Jim Volker, the CEO of Whiting Petroleum Corp (NYSE:WLL), intends to operate within cash flow next year. The company will maintain borrowing base of $3.5 million even after loan redetermination process in next month. Also, the CEO stated that Redtail Niobrara shale assets can produce 100,000 barrels of oil equivalent per day. They will prefer to retire debt instead of opting for buy back process. The company is leading the charge in oil market benefiting from capital budget cuts.
Volker said that Bakken differential could decline to nearly $5 from almost $8/barrel if WTI oil prices trade near current levels. Whiting Petroleum’s second-quarter financial report was packed with surprises. The company reported its decision to minimize its capital expenditures budget just a couple of weeks after expanding it. However, that was just one of the announcements covered in the second-quarter conference call last month.

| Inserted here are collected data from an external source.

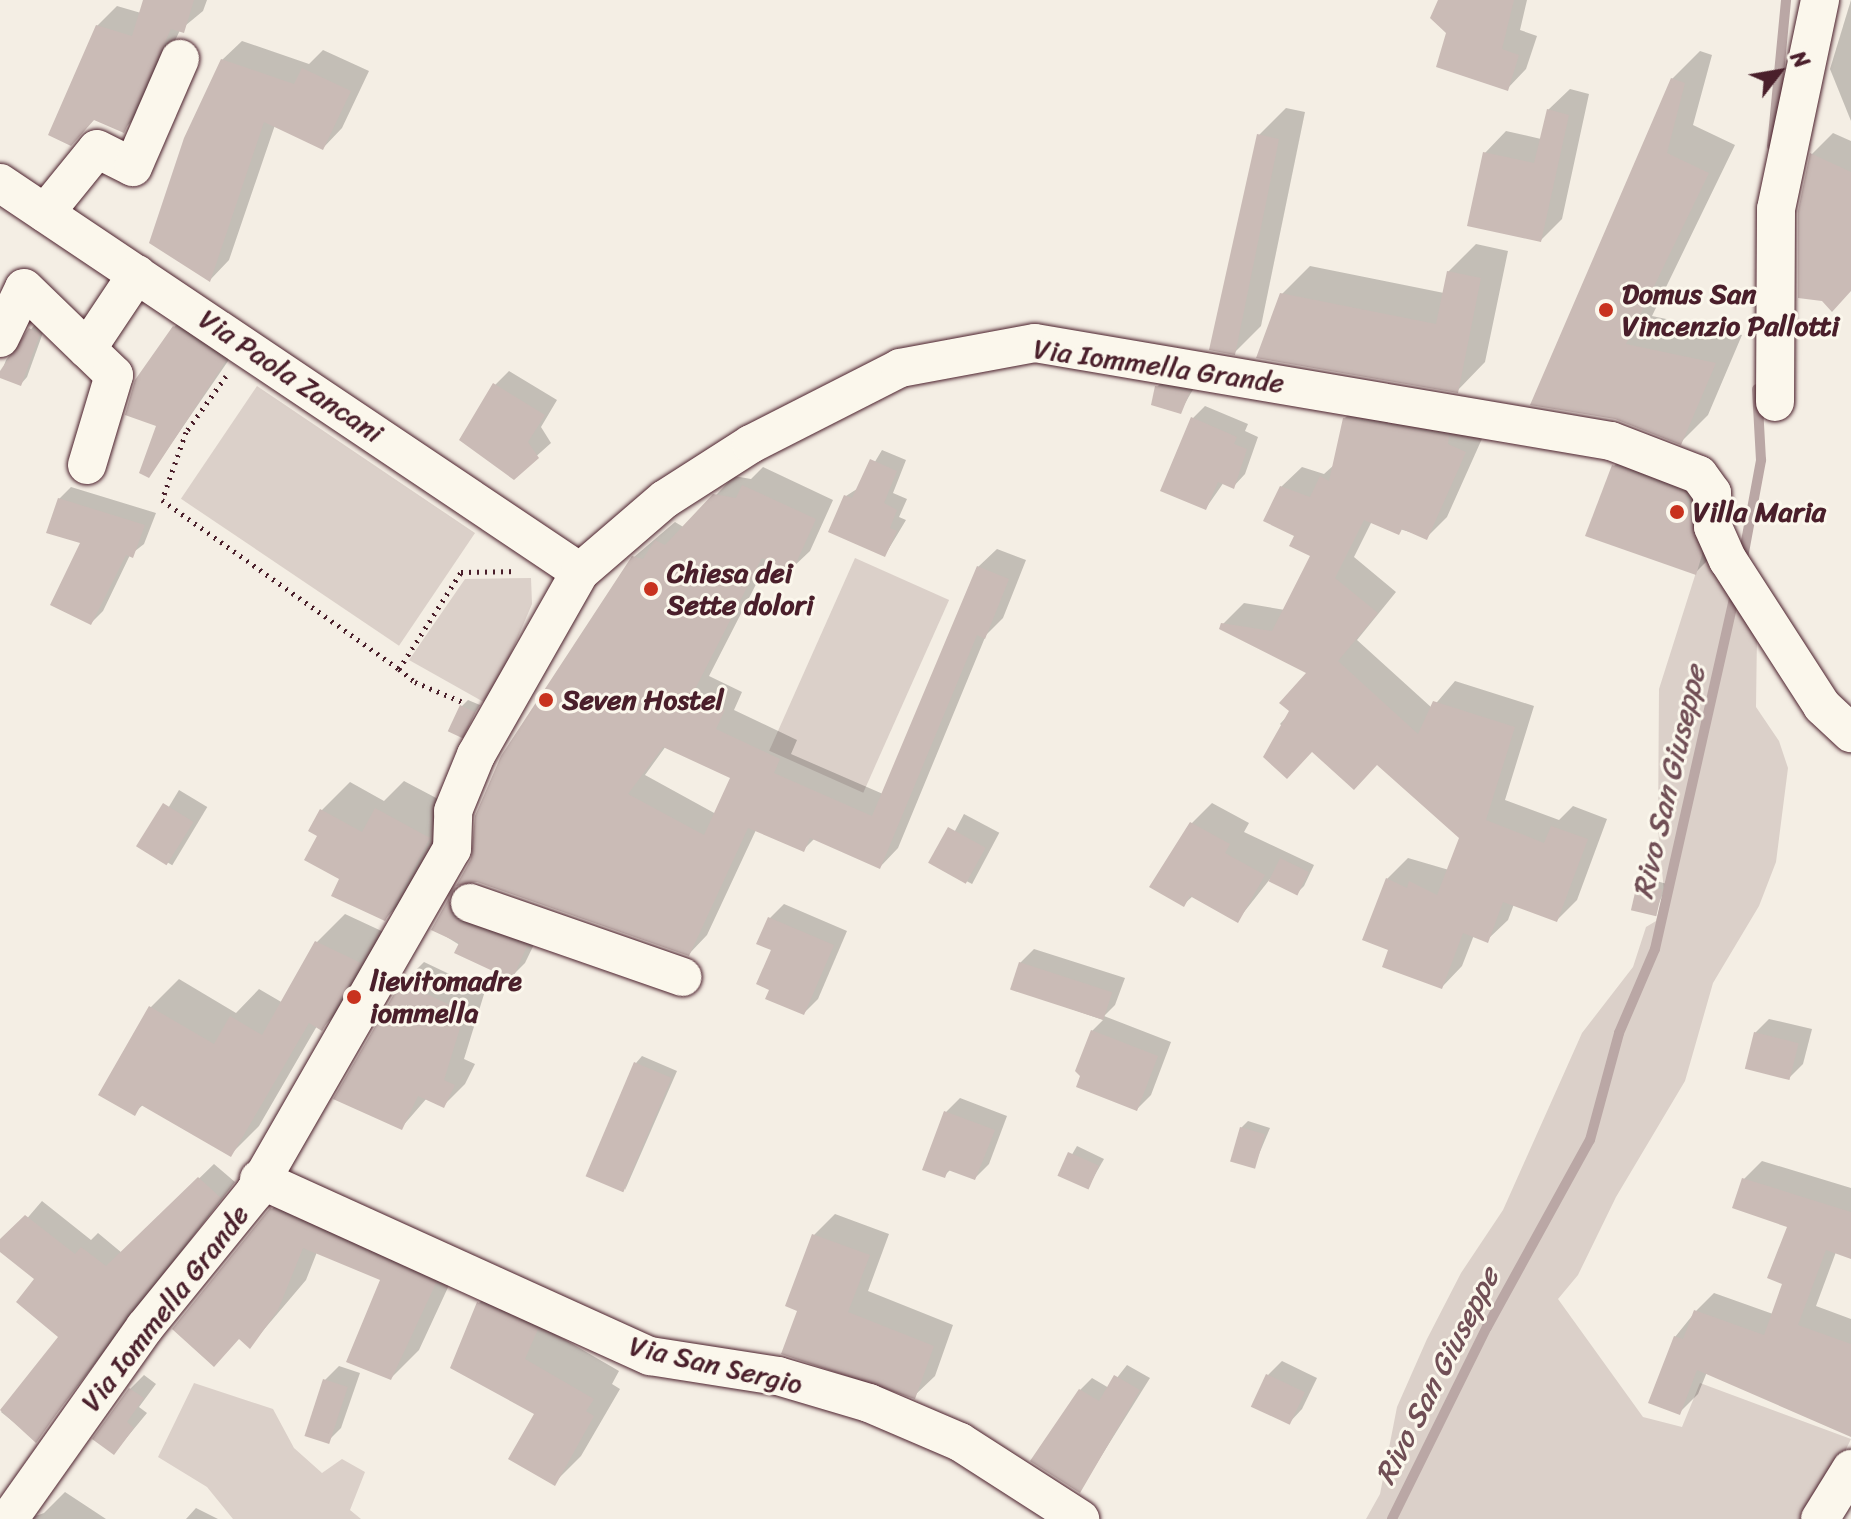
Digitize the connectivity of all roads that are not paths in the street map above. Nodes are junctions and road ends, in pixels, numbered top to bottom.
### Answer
1 (1820, 0) edge
2 (180, 59) dead end
3 (0, 183) edge
4 (45, 213) junction
5 (137, 274) junction
6 (0, 338) edge
7 (87, 349) junction
8 (1775, 402) dead end
9 (87, 465) dead end
10 (580, 572) junction
11 (1851, 733) edge
12 (449, 893) junction
13 (683, 977) dead end
14 (259, 1179) junction
15 (1851, 1469) edge
16 (9, 1519) edge
17 (1080, 1519) edge
18 (1820, 1519) edge

1 - 8 street
2 - 4 street
3 - 4 street, Via Paola Zancani
4 - 5 street, Via Paola Zancani
5 - 7 street
5 - 10 street, Via Paola Zancani
6 - 7 street
7 - 9 street
10 - 11 street, Via Iommella Grande
10 - 12 street, Via Iommella Grande
12 - 13 street
12 - 14 street, Via Iommella Grande
14 - 16 street, Via Iommella Grande
14 - 17 street, Via San Sergio
15 - 18 street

Whiting Petroleum management team provided numerous insights during its second-quarter conference call. The company revealed that they continue to make new production records. While talking about the production, CEO Volker expressed that they recorded another strong quarter of production at 170,000 BOEs daily. This increased production can be attributed to the company’s newest designs, which are delivering 40% to 50% increase in production compared to older offset wells in the Bakken region.
Whiting Petroleum Corp (NYSE:WLL) unit costs in 2Q2015 decreased significantly over the second quarter of FY2014 due to cost control initiatives and technology-led productivity increases. The DD&A rate per BOE declined 23% to $20.81, G&A per BOE decreased 19% to $2.90 and LOE per BOE dropped 22% to $9.25. This enabled the company to record strong discretionary cash flow in 2Q2015, which came at $381 million, a 53% jump over the first quarter. This improved cash flow will help company to continue to drilling operations without burdening its balance sheet.